ITコンサルタントになるメリット・デメリット。高い年収に隠れた転職失敗理由

ITコンサルタントになるメリット・デメリット。高い年収に隠れた転職失敗理由

新卒や実際にITコンサルタントと関わったことのない人たちは、本当によくITコンサルタントと戦略コンサルタントを混合してしまっています。

総合系コンサルティングファームと謳っている企業でも実際はIT系コンサルばかりだったり、ITコンサルタントしての採用だったりすることもありますが、コンサルタントと名が付くのでITコンサルタントでもコンサルティング業務ができるものだと勘違いしてしまっている人が多いように感じます。

そこで今回はITコンサルタントになるメリット・デメリットを実際にITコンサルタントとして働いて感じた私が紹介します。

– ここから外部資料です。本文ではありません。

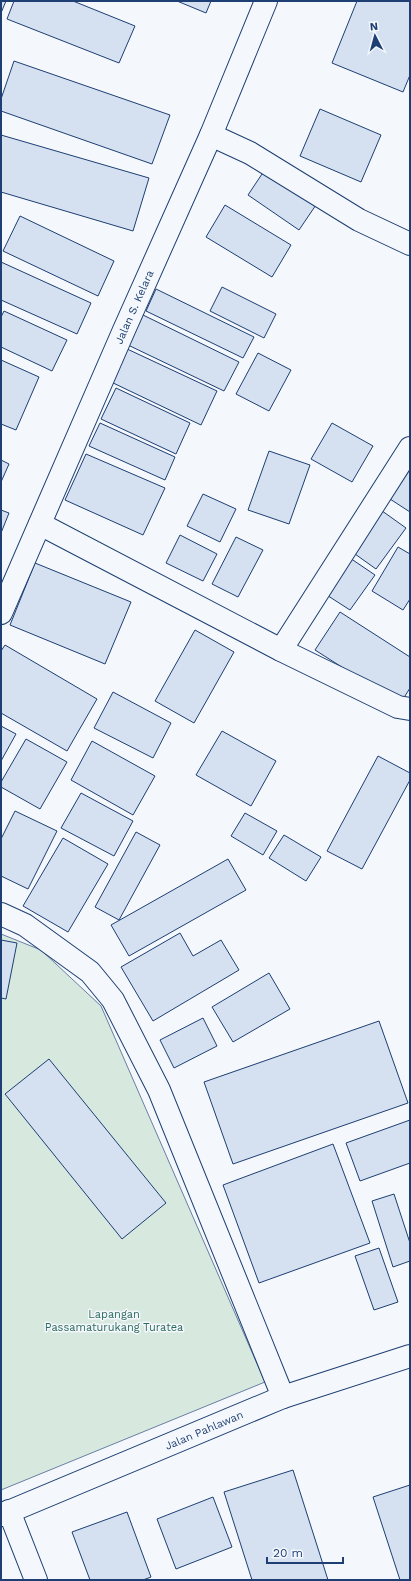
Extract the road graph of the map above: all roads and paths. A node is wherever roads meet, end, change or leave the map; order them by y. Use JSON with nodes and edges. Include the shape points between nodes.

ITコンサルタントを志望してしまう悲しき高学歴大学生たち


東大京大・21卒就職ランキングTOP30の中にコンサルティングファームが14社もランクインしています。
それだけならいいのです。

しかし、その中に戦略系コンサルティングファームではなく総合系コンサルティングファームも数多くランクインしていることが問題です。
参照:ONE CAREER

総合系コンサルティングファームはITコンサルも業務として取り扱っており、戦略コンサルよりもITコンサルの方が圧倒的に人数が多いです。
戦略コンサルタントとして内定するなら何も問題はないですが、ITコンサルとして内定してしまうとせっかくの高学歴新卒チケットをここで使ってしまうのは非常にもったいないです。

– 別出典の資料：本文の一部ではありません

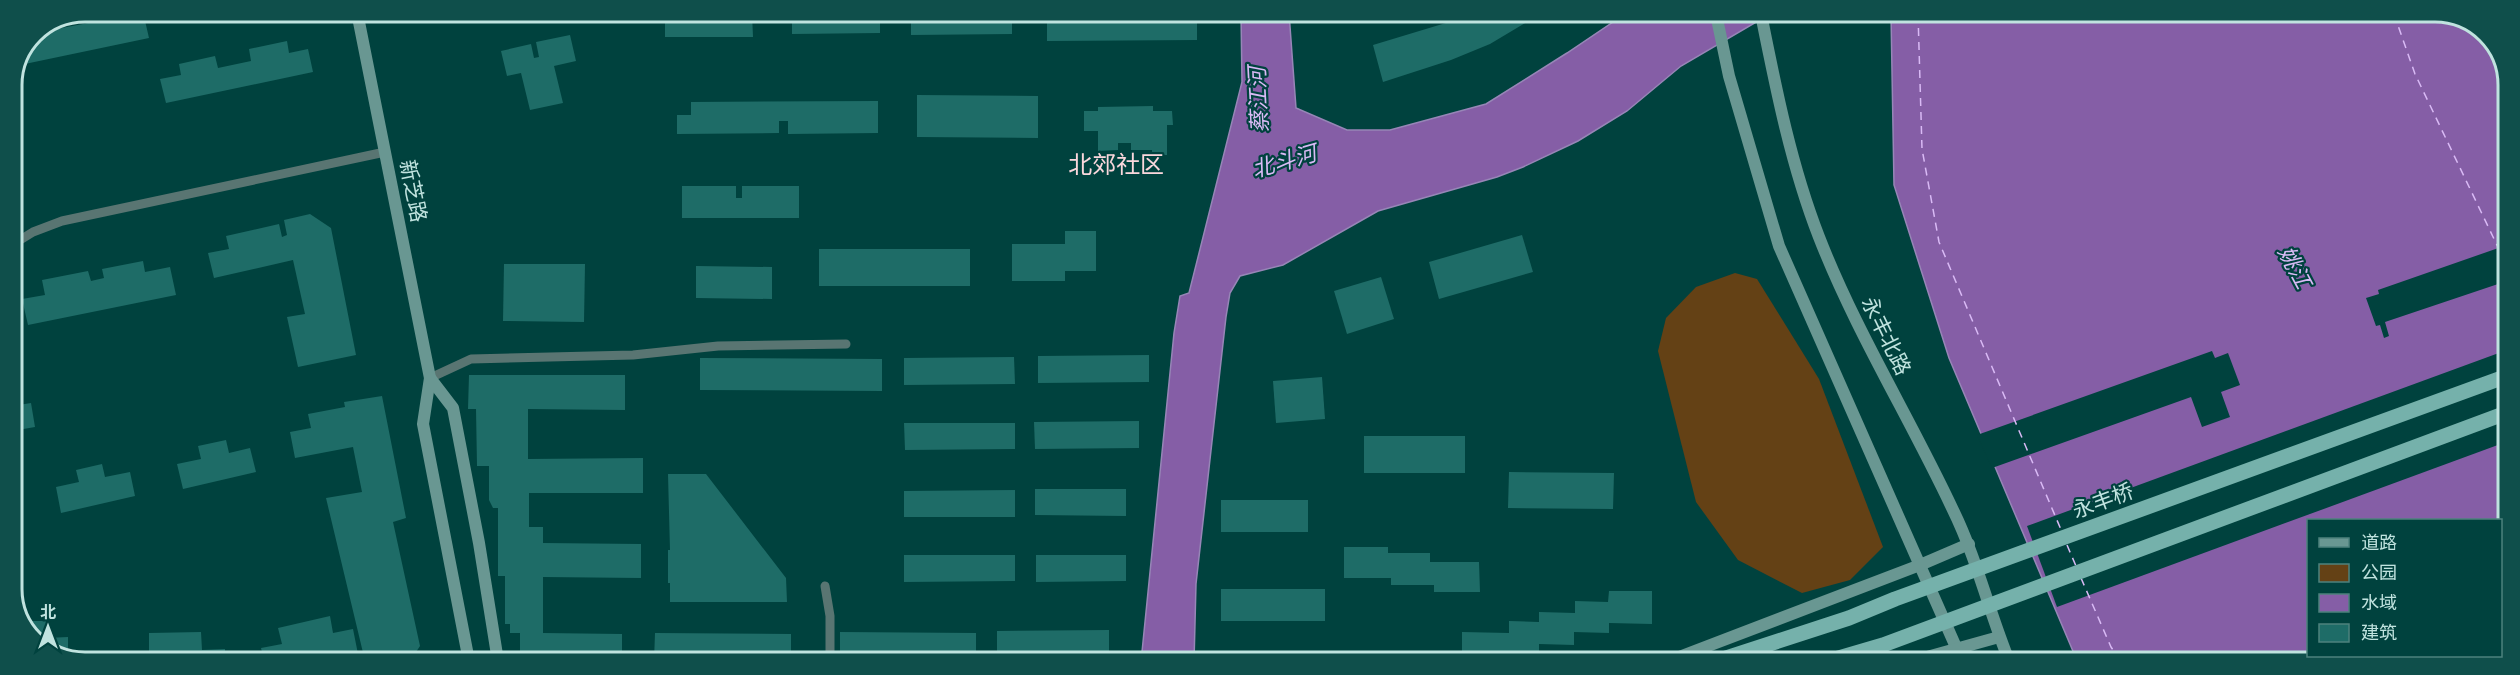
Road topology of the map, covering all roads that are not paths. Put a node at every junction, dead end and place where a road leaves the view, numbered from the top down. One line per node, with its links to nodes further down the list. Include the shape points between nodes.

確かにITコンサルといえど、初任給からかなり高額であり、昇給スピードもすごいですが、コンサルティングをしたくて期待して入ったのにITコンサルティングという名の客先常駐のSEもどきになってしまうのはもったいないです。

このブログや私の出版した本を読んでITコンサルタントの実態をよ~く理解しておいて、確かなキャリアを歩んで欲しいです。
中途入社に限らず、新卒入社の人も実態を知るために転職口コミサイトをよく読んで実態を把握することをオススメします。
現役ITコンサルタントたちの口コミなどの生情報を参考にしましょう。

Kindleから出版しているので、よかったら読んでみてください。
kindle unlimitedであれば無料で読むことができます。

ITコンサルタントはやめるべきか

ITコンサルタントのメリット

それでは実際のITコンサルタントのメリット・デメリットをまとめます。

ITコンサルタントとして働いて感じたメリットデメリットを紹介します。私はSEとしても働いていたこともあるので、SEとの比較との観点でも書いています。

・昇給、昇進スピードが早く高給であること
・様々な案件に関われる上に、ある程度は自分で案件を選べるので自分の考えるキャリアを積みやすい
・様々な業界で、様々な人と出会えるので経験値が溜まりやすい
・自社案件ではなくクライアントの案件のサポートがメインのため、大きな責任を負うことは少ない
・SEのような深夜・休日の工事対応、データセンター仕事が減るため体に優しい(案件によってはSEと変わらないが、全体的に見れば減る)
・コンサルティングファーム内は向上心やハングリー精神を強く持っている人が多く、刺激になる
・アベってる期間には長期間有給で休むことや、経費で資格を取ることもできる(案件に入っていないときは、無理やり仕事を入れられることはほぼないので、融通が利くということ)
・肩書きは”コンサルタント”が付くのでかっこいい(実態を知らない人に対してのみ)

ITコンサルタントのデメリット

このデメリットが実際に初めてITコンサルタントに転職・就職した人たちの転職失敗理由にもなります。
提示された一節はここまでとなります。